Sauropodomorphs are a fine example of this frustration. These dinosaurs were the relatives and forerunners of familiar giants like Brontosaurus and Brachiosaurus. They were often awkward, gangly creatures who stood cantilevered on two legs or with a flexed quadrupedal posture, their long necks carrying small heads with grins brimming with leaf-shaped teeth. And in the whole of North America’s Early Jurassic record, there are only three.
One of these sauropodomorphs, Anchisaurus from Connecticut, was an early find and named in 1885. Another, Seitaad from Utah, was named in 2010. And then there’s Sarahsaurus, found in Arizona’s Kayenta Formation and first described in 2011. These dinosaurs didn’t overlap in time. Each lived during separate slices of the Early Jurassic, Sarahsaurus temporally slotting in between the other two. And this raised a Jurassic mystery that’s answered in a new study on Sarahsaurus by paleontologists Adam Marsh and Timothy Rowe.
A little context is needed here. Dinosaurs originated about 235 million years ago, in the Triassic, but were pretty marginal ecological players until close to the close of that period. Sauropodomorphs found in modern day South America, Africa, Asia, and Europe from the Late Triassic were some of the first giant dinosaurs anywhere. But no Late Triassic sauropodomorphs have been found in North America. The only North American members of this group show up after the 200 million year mark, following a mass extinction that cleared the way for dinosaurs to take over major ecological roles, all of them Early Jurassic in age. This raises the question of whether Anchisaurus, Seitaad, and Sarahsaurus form their own evolutionary group that evolved within North America from some unknown ancestor, or if they represent immigrations from elsewhere.

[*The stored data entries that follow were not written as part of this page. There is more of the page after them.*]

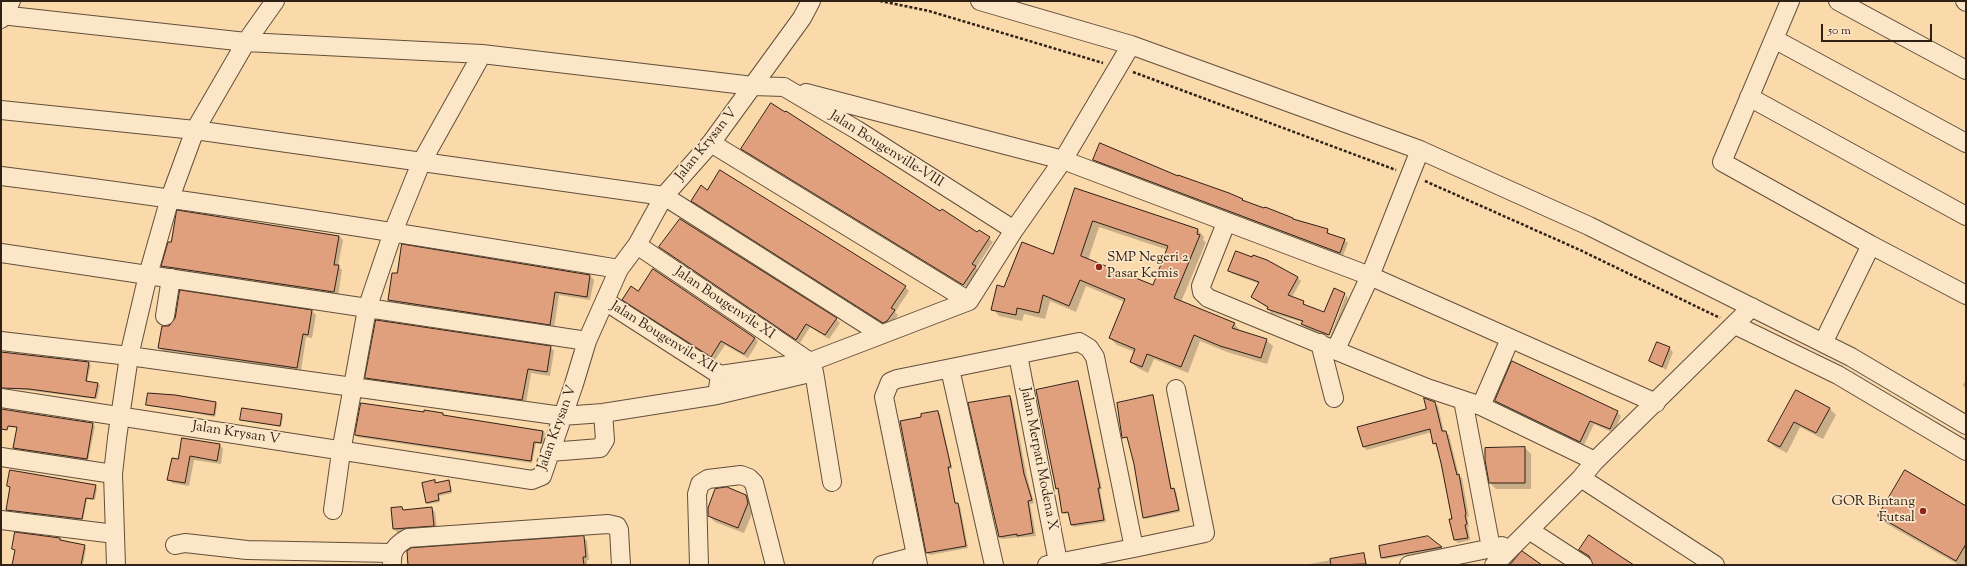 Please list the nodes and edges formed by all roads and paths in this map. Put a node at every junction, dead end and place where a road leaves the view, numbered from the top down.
1 (275, 1) edge
2 (811, 1) edge
3 (880, 1) edge
4 (980, 1) edge
5 (1790, 1) edge
6 (1838, 1) edge
7 (4, 13) edge
8 (1774, 39) junction
9 (246, 42) junction
10 (1131, 45) junction
11 (482, 54) junction
12 (1118, 67) junction
13 (1966, 70) edge
14 (753, 86) junction
15 (784, 87) junction
16 (1749, 98) junction
17 (1, 110) edge
18 (195, 130) junction
19 (711, 143) junction
20 (1966, 143) edge
21 (1420, 150) junction
22 (1063, 160) junction
23 (421, 163) junction
24 (1411, 175) junction
25 (1, 176) edge
26 (664, 196) junction
27 (170, 198) junction
28 (1966, 216) edge
29 (1226, 223) junction
30 (1014, 230) junction
31 (393, 232) junction
32 (637, 245) junction
33 (1871, 245) junction
34 (1, 253) edge
35 (619, 269) junction
36 (148, 275) junction
37 (1370, 276) junction
38 (171, 278) junction
39 (1966, 295) edge
40 (605, 301) junction
41 (969, 301) junction
42 (1752, 307) junction
43 (367, 309) junction
44 (165, 316) dead end
45 (1735, 325) junction
46 (881, 334) junction
47 (1510, 339) junction
48 (1, 341) edge
49 (587, 341) junction
50 (1823, 343) junction
51 (1328, 346) junction
52 (1018, 355) junction
53 (129, 356) junction
54 (1851, 357) junction
55 (812, 367) junction
56 (950, 369) junction
57 (720, 375) junction
58 (1838, 375) junction
59 (353, 387) junction
60 (1176, 389) dead end
61 (717, 395) junction
62 (1, 398) edge
63 (1334, 398) dead end
64 (1463, 400) junction
65 (1656, 403) junction
66 (1481, 406) junction
67 (603, 414) junction
68 (120, 415) junction
69 (562, 416) junction
70 (1966, 425) edge
71 (1966, 451) edge
72 (341, 452) junction
73 (550, 452) junction
74 (1, 457) edge
75 (1595, 461) junction
76 (113, 474) junction
77 (1581, 478) junction
78 (832, 482) dead end
79 (333, 510) dead end
80 (1, 520) edge
81 (1529, 530) junction
82 (115, 534) junction
83 (175, 545) dead end
84 (1134, 548) junction
85 (1493, 557) edge
86 (247, 558) edge
87 (317, 559) edge
88 (392, 559) edge
89 (917, 561) edge
90 (1052, 564) edge
91 (1416, 564) edge
92 (116, 565) edge
93 (621, 565) edge
94 (699, 565) edge
95 (775, 565) edge
96 (882, 565) edge
97 (994, 565) edge
98 (1583, 565) edge
99 (1715, 565) edge

1 - 9 street
2 - 14 street, Jalan Krysan V
3 - 12 path
4 - 10 street
5 - 8 street
6 - 13 street
7 - 9 street, Jalan Bougenville-VIII
8 - 16 street
8 - 20 street
9 - 11 street, Jalan Bougenville-VIII
9 - 18 street
10 - 12 street
10 - 21 street
11 - 14 street, Jalan Bougenville-VIII
11 - 23 street
12 - 22 street
12 - 24 path
14 - 15 street, Jalan Bougenville-VIII
14 - 19 street, Jalan Krysan V
15 - 22 street
15 - 30 street, Jalan Bougenville-VIII
16 - 28 street
16 - 33 street
17 - 18 street
18 - 23 street
18 - 27 street
19 - 26 street, Jalan Krysan V
19 - 41 street
21 - 24 street
21 - 42 street
22 - 29 street
22 - 30 street
23 - 26 street
23 - 31 street
24 - 37 street
24 - 45 path
25 - 27 street
26 - 32 street, Jalan Krysan V
26 - 46 street
27 - 31 street
27 - 36 street
29 - 37 street
29 - 51 street
30 - 41 street
31 - 35 street
31 - 43 street
32 - 35 street, Jalan Krysan V
32 - 55 street, Jalan Bougenvile XI
33 - 39 street
33 - 50 street
34 - 36 street
35 - 40 street, Jalan Krysan V
36 - 38 street
36 - 53 street
37 - 47 street
37 - 51 street
38 - 43 street
38 - 44 street
40 - 49 street, Jalan Krysan V
40 - 57 street, Jalan Bougenvile XII
41 - 46 street
42 - 45 street
42 - 50 street
43 - 49 street
43 - 59 street
45 - 58 street
45 - 65 street
46 - 55 street
47 - 65 street
47 - 66 street
48 - 53 street
49 - 69 street, Jalan Krysan V
50 - 54 street
51 - 63 street
51 - 64 street
52 - 56 street
52 - 84 street
52 - 90 street, Jalan Merpati Modena X
53 - 59 street
53 - 68 street
54 - 58 street
54 - 70 street
55 - 57 street
55 - 61 street
55 - 78 street
56 - 89 street
56 - 97 street
57 - 61 street
58 - 71 street
59 - 69 street
59 - 72 street
60 - 84 street
61 - 67 street
62 - 68 street, Jalan Krysan V
64 - 66 street
64 - 85 street
65 - 75 street
66 - 75 street
67 - 69 street
67 - 73 street
68 - 72 street, Jalan Krysan V
68 - 76 street
69 - 73 street, Jalan Krysan V
72 - 73 street, Jalan Krysan V
72 - 79 street
74 - 76 street
75 - 77 street
76 - 82 street
77 - 81 street
77 - 99 street
80 - 82 street
81 - 85 street
81 - 98 street
82 - 92 street
83 - 86 street
84 - 90 street
85 - 91 street
86 - 87 street
87 - 88 street
88 - 93 street
89 - 96 street
94 - 95 street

Marsh and Rowe address that question through a new analysis of Sarahsaurus fossils, newly-prepared bones and CT scans of those fossils allowing a more complete anatomical guidebook of this dinosaur’s skeleton. From there, Marsh and Rowe were able to compare Sarahsaurus to other sauropodomorphs from North America and abroad to hypothesize how these dinosaurs are related to each other.
The emerging picture is that Sarahsaurus isn’t as closely related to Seitaad and Anchisaurus as geography might lead you to expect. Sarahsaurus seems to group closely with sauropodomorphs from South Africa, South America, China, and Antarctica rather than with other dinosaurs of its kind found in North America.
Considering the absence of sauropodomorphs in the Late Triassic and the fact the three North American species were not closely related, then, Marsh and Rowe propose that there either was some barrier that affected dinosaur dispersal into North America from elsewhere or that the process took longer than might be expected. It may be that the mass extinction that shook the Late Triassic cleared the way for dinosaurs to disperse and plow new niches in North America, Marsh and Wrote write, and that this hadn’t been possible while ancient crocodile cousins were the dominant vertebrates on land during the Triassic. Instead of ruling the world from the outset, dinosaurs were opportunists who were ready when their lucky break finally came.